History of Johnny Appleseed

Author’s Note: Research is credited to National Day Calendar, Wikipedia, and Cedar Valley Arboretum and Botanic Gardens.

Johnny Appleseed, a larger-than-life myth that some of us may recall learning about way back in elementary school. As it is, the man is not, in fact, a myth but a very real person with his own national holiday. Every year on March 11, the National Day Calendar marks off National Johnny Appleseed Day in his honor.

Born John Chapman on September 26, 1774, in Leominster, Massachusetts, Johnny’s early life history is not well known. His mother, Elizabeth Simons Chapman, died when Johnny was only two years old. His father was a military man and served at the Battle of Bunker Hill during the American Revolution. 

The origins of Johnny’s love of orchards are unclear, but he was apprenticed at an apple orchard where he learned to grow and care for the trees. In 1800, Johnny began his first orchard in Licking County, Ohio, on the farm of a man named Isaac Stadden. By 1806, he was setting out by canoe through the local rivers to transport his seeds.

Johnny took to traveling across New England and into the growing frontier of the United States, helping settlers start their own apple nurseries and planting their own trees. 

As it is, the only native apple in North America is the crabapple, which is hardly as variable in use as other varieties. Other varieties were brought over when Europeans immigrated which means that Johnny was likely planting the more useful varieties across the continent to be used by all people. He owned several of his own orchards across the United States which were left to his older sister upon his death.

Our visions of Johnny Appleseed may have him tramping around the frontier barefoot with only a bag of seeds and not much to his name, but he was a real entrepreneur for the early 1800s. Many land contracts required the pioneers to grow orchards on their new homesteads which made the apple seedling market a hot commodity. Johnny’s life goal wasn’t so random–he filled a real need for the settlers. He often built fences around his nurseries and left them in the care of those who lived nearby. 

Johnny was said to be one of the first vegetarians, as well, intent on preserving the lives of any and all living things. Legend has it that he was distasteful of campfires as they burned the mosquitoes that flew too close. He is also said to have kept a pet wolf with him after nursing its injured leg back to health.

Not only did John Chapman spread seeds, but he spread his faith wherever he went. Johnny was a member of the New Church of Jerusalem and would share his ministry with anyone he encountered making him a missionary as well as an entrepreneur and environmentalist. 

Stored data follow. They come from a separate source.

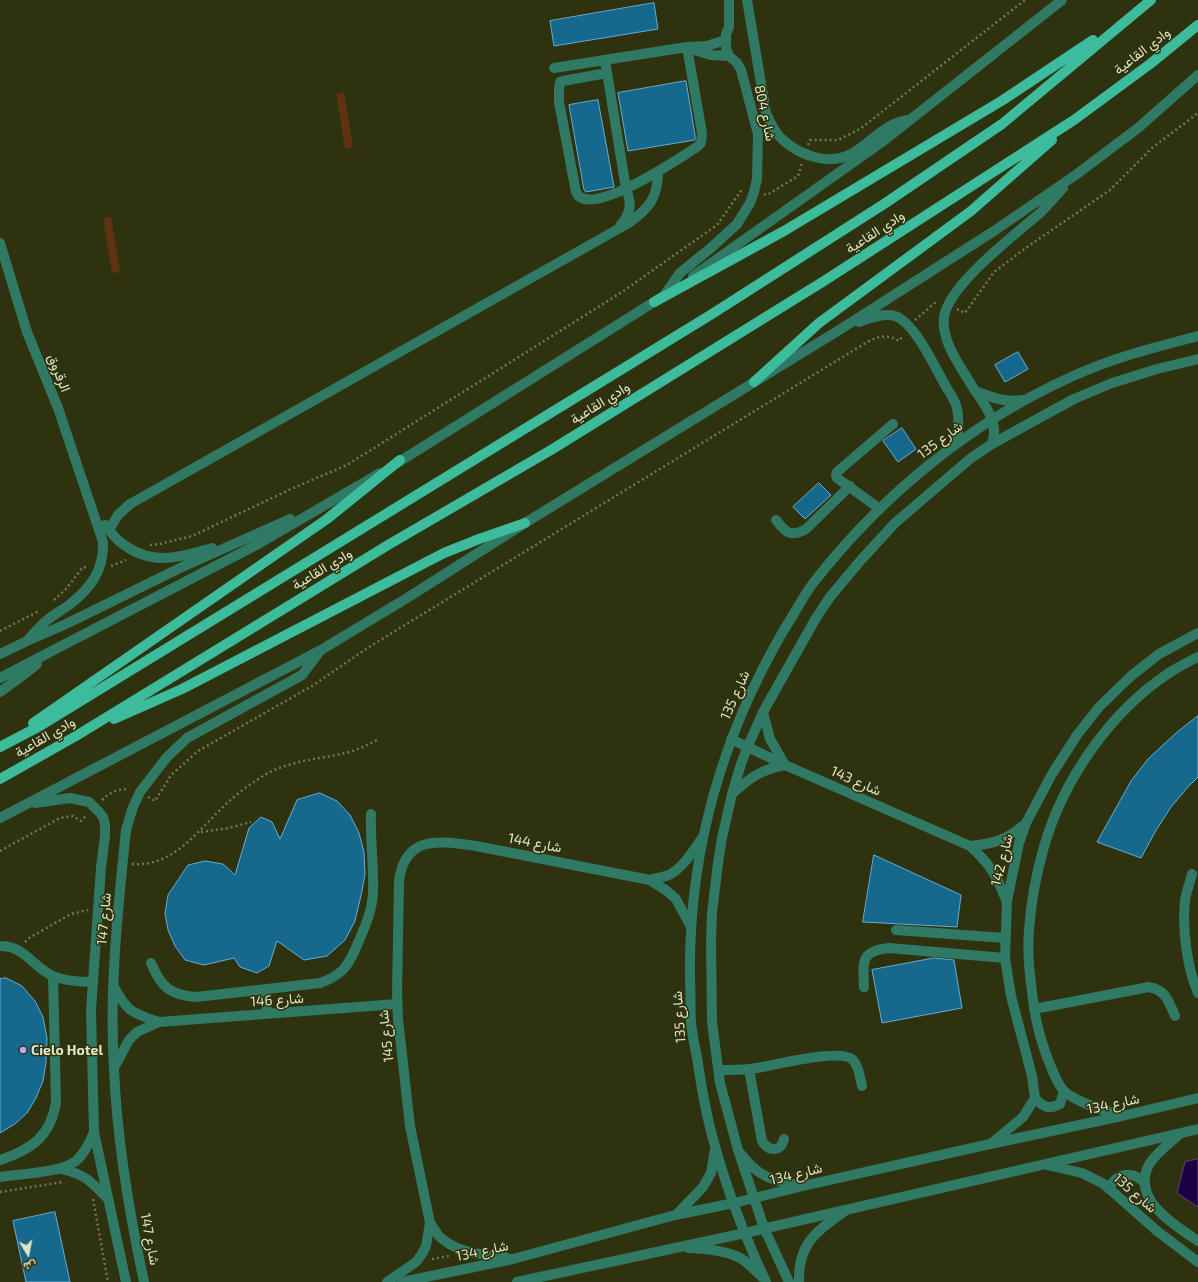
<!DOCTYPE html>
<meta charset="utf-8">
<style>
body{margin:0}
#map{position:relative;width:1198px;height:1282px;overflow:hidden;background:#2f320e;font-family:"Exo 2",Vazirmatn,sans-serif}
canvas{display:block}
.north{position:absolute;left:8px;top:1234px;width:40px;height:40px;-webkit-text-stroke:3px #2f320e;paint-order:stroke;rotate:170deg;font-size:11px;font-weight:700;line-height:16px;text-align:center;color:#e1e5c3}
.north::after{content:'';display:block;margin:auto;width:14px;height:18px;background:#e1e5c3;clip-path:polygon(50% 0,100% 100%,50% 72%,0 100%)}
</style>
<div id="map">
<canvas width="1198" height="1282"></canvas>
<div class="north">ش</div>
</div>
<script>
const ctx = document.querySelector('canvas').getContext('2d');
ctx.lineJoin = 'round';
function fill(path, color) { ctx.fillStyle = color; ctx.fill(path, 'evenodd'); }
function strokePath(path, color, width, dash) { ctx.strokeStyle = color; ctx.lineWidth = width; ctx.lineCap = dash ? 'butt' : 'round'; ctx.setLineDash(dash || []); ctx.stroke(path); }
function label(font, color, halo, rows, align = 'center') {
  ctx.font = font + ' "Exo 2",Vazirmatn,sans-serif'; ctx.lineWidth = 3; ctx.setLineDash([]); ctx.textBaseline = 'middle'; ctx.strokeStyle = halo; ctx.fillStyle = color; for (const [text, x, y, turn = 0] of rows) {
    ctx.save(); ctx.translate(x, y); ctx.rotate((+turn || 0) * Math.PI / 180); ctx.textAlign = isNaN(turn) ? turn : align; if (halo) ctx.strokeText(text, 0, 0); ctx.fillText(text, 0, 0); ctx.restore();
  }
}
const green = new Path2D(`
 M 344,92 L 353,147 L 345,149 L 336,94 Z
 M 111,217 L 120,272 L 112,273 L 103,218 Z`);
const water = new Path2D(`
 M 1198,1159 L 1198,1207 L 1177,1193 L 1185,1162 Z`);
const building = new Path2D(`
 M 654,3 L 658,29 L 554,46 L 550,21 Z
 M 686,81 L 695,135 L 695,140 L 628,151 L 618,93 Z
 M 598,100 L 614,187 L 586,192 L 584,190 L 569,105 Z
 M 1018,352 L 1028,369 L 1005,382 L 995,365 Z
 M 902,428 L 916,449 L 898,462 L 883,441 Z
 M 819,483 L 831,495 L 805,519 L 793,507 Z
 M 1198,716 L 1198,777 L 1188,787 L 1171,807 L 1155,832 L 1141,858 L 1097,842 L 1131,781 L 1148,759 L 1176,733 Z
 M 320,793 L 337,801 L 350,815 L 359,833 L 364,852 L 365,874 L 362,891 L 355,921 L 345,940 L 327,956 L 304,960 L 277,941 L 269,966 L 257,973 L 240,967 L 234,958 L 204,965 L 185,960 L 175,946 L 168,930 L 165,913 L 168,895 L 188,865 L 205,861 L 223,864 L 235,875 L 249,828 L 261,817 L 272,822 L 280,839 L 297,800 Z
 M 874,855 L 961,895 L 957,927 L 863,922 Z
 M 934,958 L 954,960 L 962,1008 L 882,1023 L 872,970 Z
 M 6,978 L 22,986 L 35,1001 L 43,1017 L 47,1038 L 46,1062 L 43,1081 L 36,1098 L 27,1113 L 15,1124 L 0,1133 L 0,979 Z
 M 55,1212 L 70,1282 L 26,1282 L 13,1221 Z`);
const path = new Path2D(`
 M 808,145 L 810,140 L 838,140 L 860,129 L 1025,0
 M 764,194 L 767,195 L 798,176 L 802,163
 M 957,309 L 965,313 L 994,272 L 1030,245 L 1110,190 L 1152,148 L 1198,113
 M 915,320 L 937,301
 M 150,545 L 160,544 L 192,536 L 291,489 L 347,465 L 622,292 L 717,225 L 743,188
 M 111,566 L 126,560
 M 54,600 L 65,590 L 83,567 L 88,568
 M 0,631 L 39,611
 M 148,797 L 155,801 L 171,775 L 198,751 L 312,686 L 369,647 L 864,344 C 875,337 887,333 899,341 L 903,336
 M 102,800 C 110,792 118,789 129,789
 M 201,832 L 229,828 L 251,822
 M 0,851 L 60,818 L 73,816 L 81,821 L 87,815
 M 132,864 C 172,867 195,834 221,809 C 232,798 244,788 257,780 C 284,760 318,760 349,752 C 359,749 368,745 377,740
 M 25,942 L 29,938 L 71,914 L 88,910
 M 0,1192 L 63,1182
 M 93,1199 L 108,1282
 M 432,1259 L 449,1256`);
const minor = new Path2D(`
 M 747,0 L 766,113 C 770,122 774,132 782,139 C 799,155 828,166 851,154 C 871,143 884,123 908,120
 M 694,50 L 711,55 L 729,56
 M 605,60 L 626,189 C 632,204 631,213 620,226
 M 554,68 L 687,47 L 707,46 L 725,40
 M 607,73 L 563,81 L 560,82 L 559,89 L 559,102 L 576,192 C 588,221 681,157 697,147 L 701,143 L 702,133 L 687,47
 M 0,243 L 27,332 L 58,408 L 103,542 C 104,570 91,588 69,605 C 62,610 53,615 46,621 C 39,627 33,634 27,641
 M 693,276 L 882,142 L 1062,0
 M 663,297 L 680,273 L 712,247 L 737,224 L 750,203 L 754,192 L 757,179 L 758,134 L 741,70 L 737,63 L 729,56 L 726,48 L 726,34 L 729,27 L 729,0
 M 859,322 C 870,318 884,313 895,316 C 914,322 935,367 945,385 C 949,392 956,401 957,409 C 960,422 958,433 955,445
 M 975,391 C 991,397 1005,403 1022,400
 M 992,444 C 993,440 994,436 994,432 C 995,415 977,395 969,381 C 958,363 941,339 944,317 C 949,284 1016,234 1040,213 C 1048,205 1056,196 1063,188
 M 394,465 L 662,297
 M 880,509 L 837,478 L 836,475 L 837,472 L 893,424
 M 776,520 C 785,532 791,538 806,529 L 850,486
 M 105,525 C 110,530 114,537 119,541 C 151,567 176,558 212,548
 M 109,530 L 118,515 L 130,504 L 627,224 C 649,209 658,198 658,171
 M 0,654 L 27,641 L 66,624 L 180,568 L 290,519
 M 0,678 L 260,543 L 380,473
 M 0,692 L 22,676 L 37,664
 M 731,739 L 785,765 L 970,846 C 990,864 997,876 1006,900
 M 732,794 C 751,777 760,770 785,765 L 770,739 L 763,712
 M 35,803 L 70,798 L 89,802 L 99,812 L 103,817 L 105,824 L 105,836 L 101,867 L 91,1010 L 94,1132 L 126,1282
 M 0,818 L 321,650 L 407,598 L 525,523 L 844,327 L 994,231 L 1077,174 L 1138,128 L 1198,75
 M 970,846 C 994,844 1006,840 1025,824
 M 1192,874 C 1190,883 1186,892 1185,901 C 1182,928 1187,968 1198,993
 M 650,880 C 656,878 665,877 671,874 C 684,866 693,851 702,838
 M 896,930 L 1005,938
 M 0,946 C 26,946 32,967 53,976 C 65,981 79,982 93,982
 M 151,963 C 161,987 170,995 196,997 L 320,983 C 343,975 349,965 358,943 C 365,927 372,911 373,893 C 374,867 370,840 371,814
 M 114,987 C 128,1013 133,1013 159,1022
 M 864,987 C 863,962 860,951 889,948 L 1005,958
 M 265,989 L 267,1014
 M 1034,1009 L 1149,987 C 1166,990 1169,1002 1175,1016
 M 115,1066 L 129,1040 L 137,1032 L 159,1022 L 397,1004
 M 749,1069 L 762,1141 C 769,1152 781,1152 784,1139
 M 719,1070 C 729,1070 740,1070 750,1069 C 769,1067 841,1047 853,1060 C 859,1066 860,1078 862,1086
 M 1035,1098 C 1043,1107 1049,1110 1060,1104 L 1064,1091
 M 1122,1116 C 1106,1111 1075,1102 1064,1091 C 1059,1086 1056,1078 1053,1072 C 1043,1049 1036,1026 1033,1000 C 1030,977 1027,953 1029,930 C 1031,903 1036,874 1044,847 C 1063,780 1110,712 1169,673 C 1178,667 1188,662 1198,657
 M 1181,1133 C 1171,1142 1157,1152 1150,1163 C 1129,1198 1174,1225 1198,1241
 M 993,1142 L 1023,1117 L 1035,1098 L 1032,1076 L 1011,996 L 1005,958 L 1007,901 L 1019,843 L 1026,823 L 1052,774 L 1077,735 L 1099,707 L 1131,676 L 1159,654 L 1198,633
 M 741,1154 C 745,1159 749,1164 754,1168 C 766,1180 785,1182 801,1186
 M 0,1160 C 31,1150 51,1136 56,1102 L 53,976
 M 1047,1165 L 1082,1173 L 1104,1184 L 1157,1231 L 1198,1262
 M 61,1169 C 87,1175 90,1181 108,1199
 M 0,1177 C 20,1174 60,1173 76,1161 C 85,1153 89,1143 94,1132
 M 1109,1189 C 1116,1172 1134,1170 1145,1184
 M 676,1215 L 703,1187 L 711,1173 L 715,1149
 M 430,1223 C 433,1227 436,1232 439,1236 C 457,1254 484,1254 507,1258
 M 688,1248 C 705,1249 725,1250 740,1258 C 749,1263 755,1271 762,1277
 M 144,1282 C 129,1212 117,1141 114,1069 C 109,989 118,909 126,830 L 133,807 L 140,792 L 167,757 L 187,738 L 302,675 L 320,651
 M 387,1282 L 416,1262 L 422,1254 L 426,1246 L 430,1223 L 410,1126 L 398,1019 L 397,993 L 399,881 C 405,834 440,841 476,846 L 650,880 L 667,891 L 676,899 L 691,927
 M 402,1282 L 513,1259 L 675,1215 L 734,1203 L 803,1186 L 990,1144 L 1122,1116 L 1198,1098
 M 517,1282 L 745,1233 L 1198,1129
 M 766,1282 C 746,1239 728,1193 715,1146 C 707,1119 702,1091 698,1064 C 696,1050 692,1036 691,1022 C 690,1008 691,993 690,979 C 688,854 722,735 785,628 C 795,613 803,596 814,582 C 882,495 971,422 1071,377 C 1112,358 1155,347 1198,336
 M 789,1282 L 764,1228 L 738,1150 L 720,1083 L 712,1022 L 711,942 L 712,913 L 718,863 L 722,838 L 732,794 L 741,764 L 748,746 L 763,712 L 816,618 L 830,597 L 861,560 L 895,523 L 971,458 L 992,444 L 1041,417 L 1074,399 L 1112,383 L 1157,369 L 1198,359
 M 799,1282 C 798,1243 816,1232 845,1211`);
const major = new Path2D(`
 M 654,302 L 784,231 L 1003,100 L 1093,40
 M 754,382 L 819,323 L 971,211 L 1052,140
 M 114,719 L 182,689 L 444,553 L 479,539 L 525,523
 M 33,723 L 327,519 L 400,460
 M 0,747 L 40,726 L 712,314 L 884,204 L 1002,124 L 1151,0
 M 0,779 L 76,736 L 388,545 L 551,450 L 824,281 L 1074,120 L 1150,64 L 1198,25`);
const markers = [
 [23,1050,4,"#b9aaf7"]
];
const streetNames = [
 ["وادي القاعية",1142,51,-38],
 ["شارع 804",765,113,78],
 ["وادي القاعية",875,232,-33],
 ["الرقروق",59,373,68],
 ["وادي القاعية",600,403,-32],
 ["شارع 135",940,440,-37],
 ["وادي القاعية",322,569,-31],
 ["شارع 135",735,695,-66],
 ["وادي القاعية",45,737,-30],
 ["شارع 143",856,781,24],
 ["شارع 144",535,843,11],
 ["شارع 142",1002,860,-76],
 ["شارع 147",104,919,-85],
 ["شارع 146",277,1000,-4],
 ["شارع 135",679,1017,-94],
 ["شارع 145",386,1036,-96],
 ["شارع 134",1113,1104,-12],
 ["شارع 134",796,1174,-14],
 ["شارع 135",1135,1193,41],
 ["شارع 147",150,1239,79],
 ["شارع 134",482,1251,-12]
];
const poiNames = [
 ["Cielo Hotel",31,1050]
];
fill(green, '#603211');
fill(water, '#1d0046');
strokePath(water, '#58456c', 1);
fill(building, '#16698c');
strokePath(building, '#66aed4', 1);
strokePath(path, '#737653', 2.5, [2, 3]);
strokePath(minor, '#2f7965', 10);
strokePath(major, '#3cbc9c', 10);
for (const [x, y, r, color] of markers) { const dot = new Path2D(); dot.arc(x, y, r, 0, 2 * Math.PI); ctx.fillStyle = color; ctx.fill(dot); strokePath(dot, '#2f320e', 1.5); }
label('14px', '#e1e5c3', '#2f320e', streetNames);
label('bold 14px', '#e1e5c3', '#2f320e', poiNames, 'left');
</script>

John Chapman was still spry into his sixties, living to be a very old man by the standards of that time period. He owned thousands of acres of orchards across the United States and had traveled the length and breadth of the known area of the continent, mostly barefoot, walking or taking horseback and canoes on the many rivers he encountered. He died on March 18, 1845, near Fort Wayne, Indiana. (The dates of his death range throughout March 1845 or March 1847, but this is the date that is typically most agreed upon by historians.)

John Chapman, aka “Johnny Appleseed,” lived a legacy that is a part of American folklore even today. His love of both people and nature left an impression on many and his own national holiday on March 11 is a reminder of his life’s mission.